L’affaire « Hassan Iquioussen » – personnage dont le discours se situe aux antipodes des valeurs portées par notre collectif – a mis en lumière combien ce qui semblait être un acquis de notre démocratie, à savoir le respect de l’Etat de droit, se trouve en réalité contesté par nombre de nos propres « élites » politiques, administratives et intellectuelles. L’ère est à nouveau à la trahison de Clercs…

Ministre ou juristes « émérites » estiment ainsi que lorsqu’un juge place les droits fondamentaux au-dessus des actes d’un politique il menace la République et son Etat de droit. Une fois n’est pas coutume, j’aimerais saluer la définition donnée il y a quelques temps par François Molins de l’Etat de droit. Cette définition, tweetable[1], a le mérite d’être concise et claire : « L’Etat de droit est la garantie que les autorités publiques agissent toujours dans le respect de la loi et des droits fondamentaux et sous le contrôle de juridictions indépendantes et impartiales, conformément aux exigences de la démocratie. Il nécessite une vigilance permanente » . (...)

Agir dans le respect des lois et des droits fondamentaux et sous contrôle de juridiction indépendantes

Le Procureur général près la Cour de cassation fait ressortir les éléments clefs de cette notion ; la garantie que les autorités publiques, administration ou évidemment politiques, n’agissent pas en opposition du cadre légal et surtout des droits fondamentaux. Des garanties et protections appellent nécessairement des garants et protecteurs et c’est le juge, judiciaire ou administratif, qui a, en cette matière, un rôle primordial. Le juge judiciaire en tant que garant des libertés individuelles et le juge administratif en tant que responsable du contrôle des actes de l’administration se doivent de faire respecter l’Etat de droit.

Aujourd’hui un acte de l’administration, pris par ailleurs par son plus haut représentant, a été jugé par un magistrat comme représentant une atteinte manifeste à une liberté fondamentale. Cette décision, qui fait l’objet d’un appel de la part du ministre de l’intérieur, est sous le feu des critiques.

D’une part, des critiques de la partie « perdante » au dossier. C’est compréhensible et l’appel légal.

Cependant, Gérald Darmanin a déjà prévenu, s’il n’obtenait pas satisfaction devant le Conseil d’Etat, alors il en prendrait acte pour changer la loi, pour supprimer les freins qui l’empêchent d’agir. Cette menace est loin d’être anodine car il n’est pas possible de supprimer ces freins sans atteindre durablement à notre système de protection des libertés fondamentales, système qui profite à tout un chacun. Les droits fondamentaux sont et doivent rester la boussole qui guide chaque société démocratique. (...)
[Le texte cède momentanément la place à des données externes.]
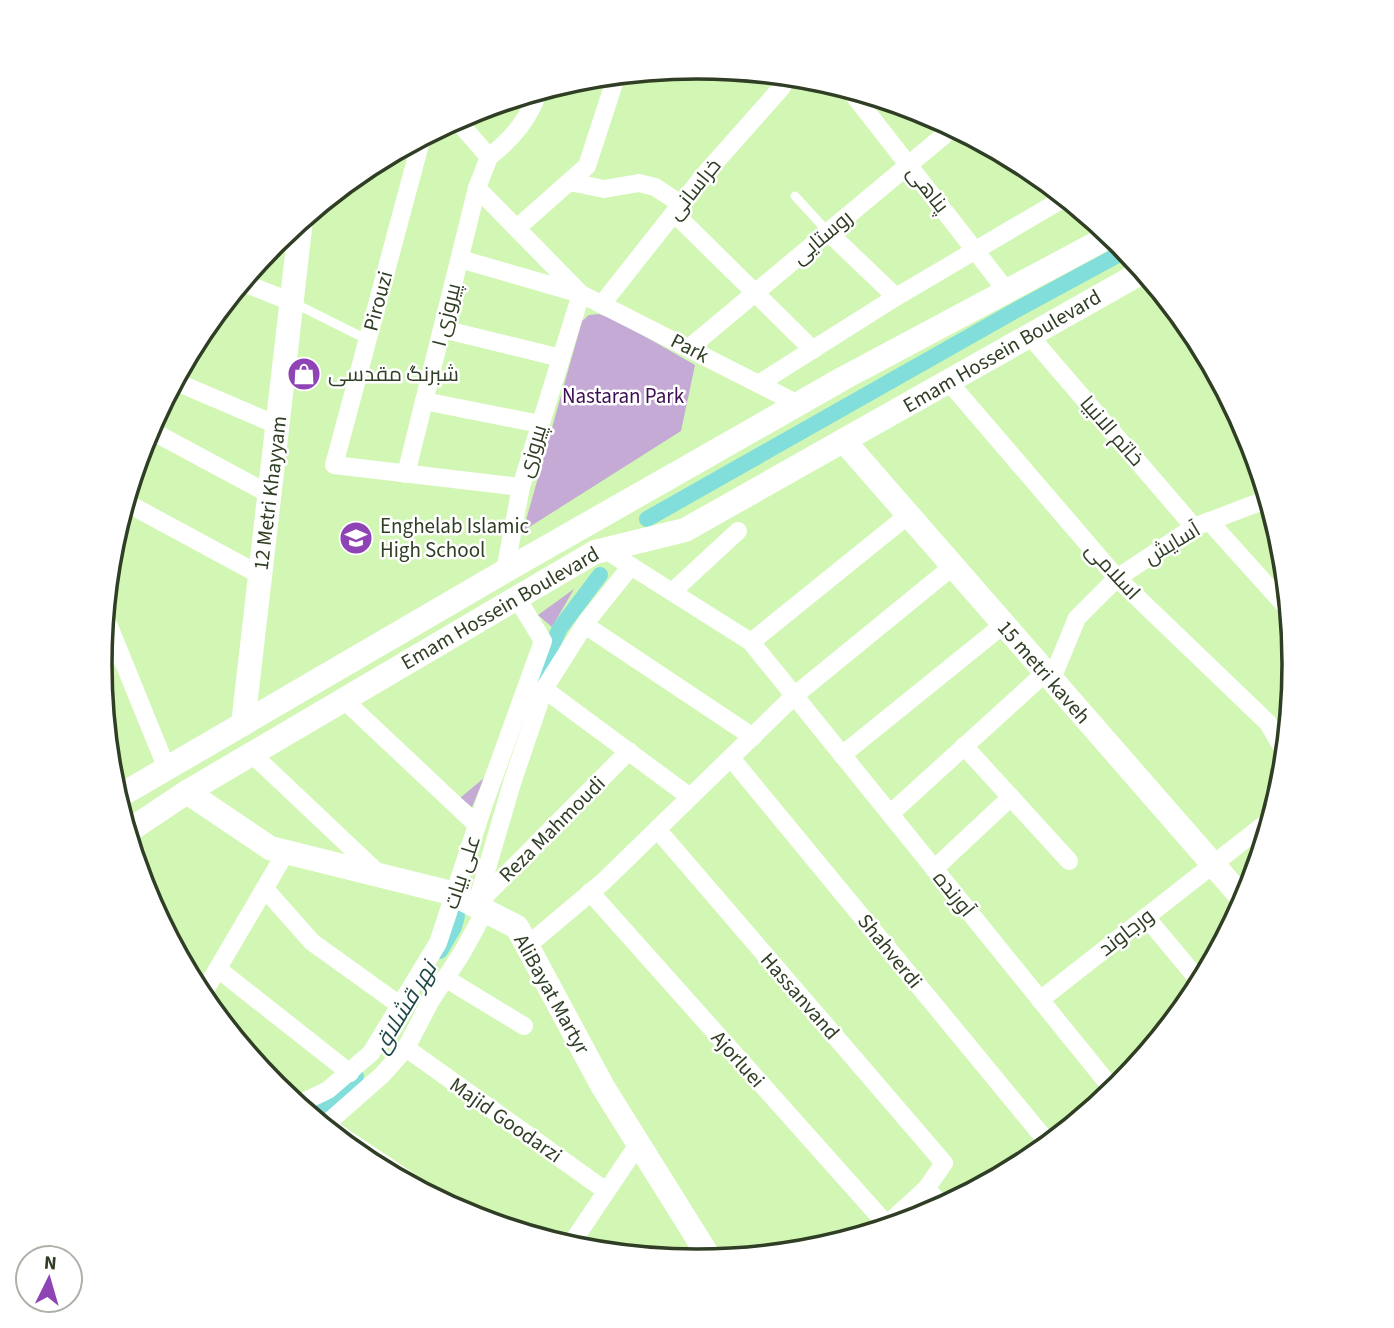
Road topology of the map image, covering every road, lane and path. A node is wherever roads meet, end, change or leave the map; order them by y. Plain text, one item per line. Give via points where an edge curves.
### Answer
1 (613, 85) edge
2 (783, 86) edge
3 (535, 102) edge
4 (860, 102) edge
5 (464, 127) edge
6 (945, 134) edge
7 (419, 149) edge
8 (489, 157) junction
9 (909, 165) junction
10 (570, 182) junction
11 (477, 187) junction
12 (795, 196) dead end
13 (1056, 203) edge
14 (677, 209) junction
15 (517, 228) junction
16 (828, 232) junction
17 (299, 235) edge
18 (1101, 241) edge
19 (975, 250) junction
20 (460, 259) junction
21 (1135, 276) edge
22 (251, 286) edge
23 (1006, 290) junction
24 (755, 293) junction
25 (581, 294) junction
26 (896, 298) junction
27 (292, 302) junction
28 (602, 304) junction
29 (442, 329) junction
30 (1030, 335) junction
31 (368, 340) junction
32 (689, 348) junction
33 (814, 350) junction
34 (561, 358) junction
35 (948, 381) junction
36 (760, 383) junction
37 (183, 385) edge
38 (424, 401) junction
39 (798, 404) junction
40 (540, 424) junction
41 (277, 425) junction
42 (158, 435) edge
43 (844, 442) junction
44 (406, 474) junction
45 (521, 486) junction
46 (270, 494) junction
47 (635, 497) junction
48 (1259, 502) edge
49 (134, 507) edge
50 (907, 516) junction
51 (1202, 524) junction
52 (584, 526) junction
53 (738, 531) dead end
54 (648, 541) junction
55 (604, 549) junction
56 (631, 566) junction
57 (952, 567) junction
58 (505, 571) junction
59 (260, 575) junction
60 (1117, 578) junction
61 (671, 592) junction
62 (517, 598) junction
63 (1278, 599) edge
64 (584, 625) junction
65 (1003, 625) junction
66 (113, 636) edge
67 (751, 642) junction
68 (1048, 677) junction
69 (544, 689) junction
70 (794, 696) junction
71 (343, 699) junction
72 (243, 724) junction
73 (752, 737) junction
74 (1277, 739) edge
75 (964, 746) junction
76 (629, 751) junction
77 (252, 754) junction
78 (842, 755) junction
79 (731, 758) junction
80 (167, 769) junction
81 (126, 792) edge
82 (187, 792) junction
83 (690, 797) junction
84 (1011, 797) junction
85 (890, 814) junction
86 (477, 825) junction
87 (135, 826) edge
88 (657, 829) junction
89 (1258, 829) edge
90 (286, 852) junction
91 (1069, 860) dead end
92 (1212, 864) junction
93 (934, 869) junction
94 (380, 876) junction
95 (265, 888) junction
96 (1236, 891) edge
97 (590, 892) junction
98 (472, 904) junction
99 (1146, 917) junction
100 (527, 946) junction
101 (218, 969) junction
102 (1193, 975) edge
103 (445, 978) junction
104 (208, 986) edge
105 (1040, 1000) junction
106 (401, 1006) junction
107 (524, 1026) dead end
108 (406, 1048) junction
109 (350, 1073) junction
110 (1107, 1082) edge
111 (307, 1100) edge
112 (331, 1120) edge
113 (1042, 1136) edge
114 (639, 1143) junction
115 (926, 1189) junction
116 (606, 1191) junction
117 (936, 1198) edge
118 (900, 1213) edge
119 (878, 1220) edge
120 (580, 1237) edge
121 (704, 1249) edge

1 - 10 street via 587,166
2 - 14 street, خراسانی
3 - 8 street via 511,139
4 - 9 street, پناهی
5 - 8 street
6 - 9 street, روستایی
7 - 31 street, Pirouzi
8 - 11 street, پیروزی ۱
9 - 16 street, روستایی
9 - 19 street, پناهی
10 - 14 street via 604,189 639,183 655,187
10 - 15 street
11 - 15 street
11 - 20 street, پیروزی ۱
12 - 16 lane
13 - 19 street
14 - 24 street
14 - 28 street, خراسانی
15 - 25 street
16 - 24 street, روستایی
16 - 26 street
17 - 27 main road, 12 Metri Khayyam
18 - 23 main road, Emam Hossein Boulevard
19 - 23 street, پناهی
19 - 26 street
20 - 25 street
20 - 29 street, پیروزی ۱
21 - 30 main road, Emam Hossein Boulevard
22 - 27 street
23 - 39 main road, Emam Hossein Boulevard
24 - 32 street, روستایی
24 - 33 street
25 - 28 street, Park
25 - 34 street, پیروزی
26 - 33 street
27 - 31 lane
27 - 41 main road, 12 Metri Khayyam
28 - 32 street, Park
29 - 34 street
29 - 38 street, پیروزی ۱
30 - 35 main road, Emam Hossein Boulevard
30 - 51 street, خاتم الانبیا
31 - 44 street, Pirouzi via 334,466
32 - 36 street, Park
33 - 36 street
34 - 40 street, پیروزی
35 - 43 main road, Emam Hossein Boulevard
35 - 60 street, اسلامی
36 - 39 street, Park
37 - 41 street
38 - 40 street
38 - 44 street, پیروزی ۱
39 - 47 main road, Emam Hossein Boulevard
40 - 45 street, پیروزی
41 - 46 main road, 12 Metri Khayyam
42 - 46 street
43 - 50 main road, 15 metri kaveh
43 - 54 main road, Emam Hossein Boulevard via 685,530
44 - 45 street
45 - 58 street, پیروزی
46 - 59 main road, 12 Metri Khayyam
47 - 52 main road, Emam Hossein Boulevard
47 - 54 main road via 626,523 632,534
48 - 51 street, آسایش
49 - 59 street
50 - 57 main road, 15 metri kaveh
50 - 67 street
51 - 60 street, آسایش
51 - 63 street, خاتم الانبیا
52 - 55 main road via 605,530
52 - 58 main road, Emam Hossein Boulevard
53 - 61 street
54 - 55 main road, Emam Hossein Boulevard
55 - 56 street, آورنده
55 - 62 main road, Emam Hossein Boulevard
56 - 61 street, آورنده
56 - 64 street, علی بیات
57 - 65 main road, 15 metri kaveh
57 - 70 street
58 - 72 main road, Emam Hossein Boulevard
59 - 72 main road, 12 Metri Khayyam
60 - 68 street, آسایش via 1077,618
60 - 74 street, اسلامی via 1268,723
61 - 67 street, آورنده
62 - 71 main road, Emam Hossein Boulevard
62 - 86 street, علی بیات via 543,641
64 - 69 street, علی بیات
64 - 73 street
65 - 68 main road, 15 metri kaveh
65 - 78 street
66 - 80 street
67 - 70 street, آورنده
68 - 75 street
68 - 92 main road, 15 metri kaveh
69 - 76 street
69 - 98 street, علی بیات
70 - 73 street
70 - 78 street, آورنده
71 - 77 main road, Emam Hossein Boulevard
71 - 86 street
72 - 80 main road, Emam Hossein Boulevard
73 - 79 street
75 - 84 street
75 - 85 street
76 - 83 street
76 - 98 street, Reza Mahmoudi
77 - 82 main road, Emam Hossein Boulevard
77 - 94 street
78 - 85 street, آورنده
79 - 83 street
79 - 113 street, Shahverdi
80 - 81 main road, Emam Hossein Boulevard
82 - 87 main road, Emam Hossein Boulevard
82 - 90 main road, AliBayat Martyr via 270,848
83 - 88 street
84 - 91 street
84 - 93 street
85 - 93 street, آورنده
86 - 98 street, علی بیات
88 - 97 street
88 - 115 street, Hassanvand via 944,1163
89 - 92 street, ورجاوند
90 - 94 main road, AliBayat Martyr
90 - 95 street
92 - 96 main road, 15 metri kaveh
92 - 99 street, ورجاوند
93 - 105 street, آورنده
94 - 98 main road, AliBayat Martyr
95 - 101 street
95 - 106 street via 312,942
97 - 100 street
97 - 119 street, Ajorluei
98 - 100 main road, AliBayat Martyr via 517,927
98 - 103 street
98 - 106 street, علی بیات via 438,943
99 - 102 street
99 - 105 street, ورجاوند
100 - 114 main road, AliBayat Martyr
101 - 104 street
101 - 109 street
103 - 107 street
103 - 108 street
105 - 110 street, آورنده
106 - 109 street, علی بیات via 371,1054
108 - 112 street
108 - 116 street, Majid Goodarzi
109 - 111 street, علی بیات
114 - 116 street
114 - 121 main road, AliBayat Martyr
115 - 117 street
115 - 118 street
116 - 120 street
D’autre part, plusieurs voix se sont élevées pour dénoncer la décision du tribunal administratif. Certains juristes osent titrer leur tribune « Au nom de l’État de droit, le Tribunal administratif de Paris désarme l’État de droit ». Mais de quel Etat de droit parlent-ils ? Le juge en charge a pu estimer que la violation des libertés fondamentales était manifestement grave et illégale car disproportionné au but recherché. C’est ici l’office du juge et n’allez pas croire ceux qui pensent que cet office est laxiste car c’est souvent l’inverse ; et dans un tel dossier, médiatiquement et politiquement sensible, sachez que cet office a été mené avec la plus grande rigueur.

La défense de l’Etat de droit nécessite une vigilance permanente

Placer les droits fondamentaux au-dessus de toute chose devrait sembler anodin et naturel mais il n’en est rien. Chaque jour, notamment en droit des étrangers, un véritable combat se mène devant les tribunaux pour que les droits humains l’emportent sur la politique migratoire du gouvernement. De ce duel quotidien contre une administration aveugle de nombreuses décisions de justice viennent donner droit aux personnes étrangères et reconnaître les violations de la loi par l’administration. Cependant malgré cela, le ministère, les préfectures, font parfois fi de ces décisions (...)

si l’Etat de droit est menacé dans certains pans de notre société, la menace ne réside pas dans cette décision du tribunal administratif de Paris mais bel et bien dans les commentaires et réactions qui l’entourent.